Dataset items:
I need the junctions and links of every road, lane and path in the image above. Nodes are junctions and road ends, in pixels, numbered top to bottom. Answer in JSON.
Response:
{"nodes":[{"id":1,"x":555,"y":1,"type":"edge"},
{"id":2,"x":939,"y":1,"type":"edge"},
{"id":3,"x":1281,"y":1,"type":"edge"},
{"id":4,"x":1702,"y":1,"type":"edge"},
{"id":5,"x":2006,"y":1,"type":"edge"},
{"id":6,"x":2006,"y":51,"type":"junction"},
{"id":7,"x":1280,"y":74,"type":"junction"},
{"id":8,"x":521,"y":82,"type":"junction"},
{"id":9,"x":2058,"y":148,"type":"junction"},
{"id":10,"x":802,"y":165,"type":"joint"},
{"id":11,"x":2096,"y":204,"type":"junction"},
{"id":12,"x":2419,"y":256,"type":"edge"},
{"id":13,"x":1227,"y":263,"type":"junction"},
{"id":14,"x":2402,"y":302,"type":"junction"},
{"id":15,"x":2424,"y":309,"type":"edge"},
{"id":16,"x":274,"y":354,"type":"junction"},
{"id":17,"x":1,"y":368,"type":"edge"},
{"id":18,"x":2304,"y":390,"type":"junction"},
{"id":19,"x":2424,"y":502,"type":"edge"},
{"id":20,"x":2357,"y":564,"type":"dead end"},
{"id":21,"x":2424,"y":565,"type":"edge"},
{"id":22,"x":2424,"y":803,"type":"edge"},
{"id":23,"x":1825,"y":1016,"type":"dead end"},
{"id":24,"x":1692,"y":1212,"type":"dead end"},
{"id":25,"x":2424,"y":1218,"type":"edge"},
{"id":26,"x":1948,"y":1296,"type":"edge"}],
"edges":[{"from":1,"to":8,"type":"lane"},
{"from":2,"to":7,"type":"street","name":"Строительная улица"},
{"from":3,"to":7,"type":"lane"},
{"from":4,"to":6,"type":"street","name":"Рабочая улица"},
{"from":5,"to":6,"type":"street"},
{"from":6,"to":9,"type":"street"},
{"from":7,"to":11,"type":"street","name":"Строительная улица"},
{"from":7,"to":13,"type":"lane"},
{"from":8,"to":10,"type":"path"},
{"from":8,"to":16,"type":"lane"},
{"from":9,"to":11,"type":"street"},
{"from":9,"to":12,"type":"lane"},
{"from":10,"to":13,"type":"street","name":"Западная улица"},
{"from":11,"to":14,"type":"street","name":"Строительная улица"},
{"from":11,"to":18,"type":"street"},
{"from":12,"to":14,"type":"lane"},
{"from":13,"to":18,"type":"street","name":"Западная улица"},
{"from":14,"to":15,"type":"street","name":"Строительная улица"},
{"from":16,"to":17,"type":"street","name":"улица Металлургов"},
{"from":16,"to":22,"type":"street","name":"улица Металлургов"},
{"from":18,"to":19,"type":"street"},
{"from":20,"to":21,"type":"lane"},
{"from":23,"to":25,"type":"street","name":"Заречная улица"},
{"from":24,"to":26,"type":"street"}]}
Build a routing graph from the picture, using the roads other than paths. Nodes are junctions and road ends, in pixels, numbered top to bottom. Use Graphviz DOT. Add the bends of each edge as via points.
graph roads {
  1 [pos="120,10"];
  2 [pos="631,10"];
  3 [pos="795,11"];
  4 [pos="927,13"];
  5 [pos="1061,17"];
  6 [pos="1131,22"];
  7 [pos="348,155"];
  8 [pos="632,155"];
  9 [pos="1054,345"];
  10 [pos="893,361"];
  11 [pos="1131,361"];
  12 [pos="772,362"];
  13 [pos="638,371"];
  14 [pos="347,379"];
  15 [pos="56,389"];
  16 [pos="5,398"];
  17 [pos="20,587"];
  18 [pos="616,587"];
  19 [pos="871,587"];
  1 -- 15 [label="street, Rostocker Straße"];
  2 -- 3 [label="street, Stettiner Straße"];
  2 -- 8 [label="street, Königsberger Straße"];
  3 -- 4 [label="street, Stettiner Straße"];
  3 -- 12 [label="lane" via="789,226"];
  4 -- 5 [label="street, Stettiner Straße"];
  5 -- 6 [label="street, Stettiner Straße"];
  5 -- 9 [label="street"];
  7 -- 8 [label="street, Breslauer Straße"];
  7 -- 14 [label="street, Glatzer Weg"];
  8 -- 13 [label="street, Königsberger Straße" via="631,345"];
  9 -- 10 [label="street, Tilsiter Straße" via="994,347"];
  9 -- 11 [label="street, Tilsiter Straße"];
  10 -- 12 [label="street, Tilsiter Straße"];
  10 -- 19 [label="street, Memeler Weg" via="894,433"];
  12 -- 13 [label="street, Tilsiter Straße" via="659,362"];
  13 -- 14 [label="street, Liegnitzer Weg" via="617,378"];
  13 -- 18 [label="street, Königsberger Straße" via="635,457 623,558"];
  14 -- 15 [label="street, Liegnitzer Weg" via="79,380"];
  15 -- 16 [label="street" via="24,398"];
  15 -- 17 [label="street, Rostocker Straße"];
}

Exercise goal: Print nothing but the lines from the one that contains "Build a routing" to the final line of the data, both included, exactly as they read.

Exercise response:
Build a routing graph from the picture, using the roads other than paths. Nodes are junctions and road ends, in pixels, numbered top to bottom. Use Graphviz DOT. Add the bends of each edge as via points.
graph roads {
  1 [pos="120,10"];
  2 [pos="631,10"];
  3 [pos="795,11"];
  4 [pos="927,13"];
  5 [pos="1061,17"];
  6 [pos="1131,22"];
  7 [pos="348,155"];
  8 [pos="632,155"];
  9 [pos="1054,345"];
  10 [pos="893,361"];
  11 [pos="1131,361"];
  12 [pos="772,362"];
  13 [pos="638,371"];
  14 [pos="347,379"];
  15 [pos="56,389"];
  16 [pos="5,398"];
  17 [pos="20,587"];
  18 [pos="616,587"];
  19 [pos="871,587"];
  1 -- 15 [label="street, Rostocker Straße"];
  2 -- 3 [label="street, Stettiner Straße"];
  2 -- 8 [label="street, Königsberger Straße"];
  3 -- 4 [label="street, Stettiner Straße"];
  3 -- 12 [label="lane" via="789,226"];
  4 -- 5 [label="street, Stettiner Straße"];
  5 -- 6 [label="street, Stettiner Straße"];
  5 -- 9 [label="street"];
  7 -- 8 [label="street, Breslauer Straße"];
  7 -- 14 [label="street, Glatzer Weg"];
  8 -- 13 [label="street, Königsberger Straße" via="631,345"];
  9 -- 10 [label="street, Tilsiter Straße" via="994,347"];
  9 -- 11 [label="street, Tilsiter Straße"];
  10 -- 12 [label="street, Tilsiter Straße"];
  10 -- 19 [label="street, Memeler Weg" via="894,433"];
  12 -- 13 [label="street, Tilsiter Straße" via="659,362"];
  13 -- 14 [label="street, Liegnitzer Weg" via="617,378"];
  13 -- 18 [label="street, Königsberger Straße" via="635,457 623,558"];
  14 -- 15 [label="street, Liegnitzer Weg" via="79,380"];
  15 -- 16 [label="street" via="24,398"];
  15 -- 17 [label="street, Rostocker Straße"];
}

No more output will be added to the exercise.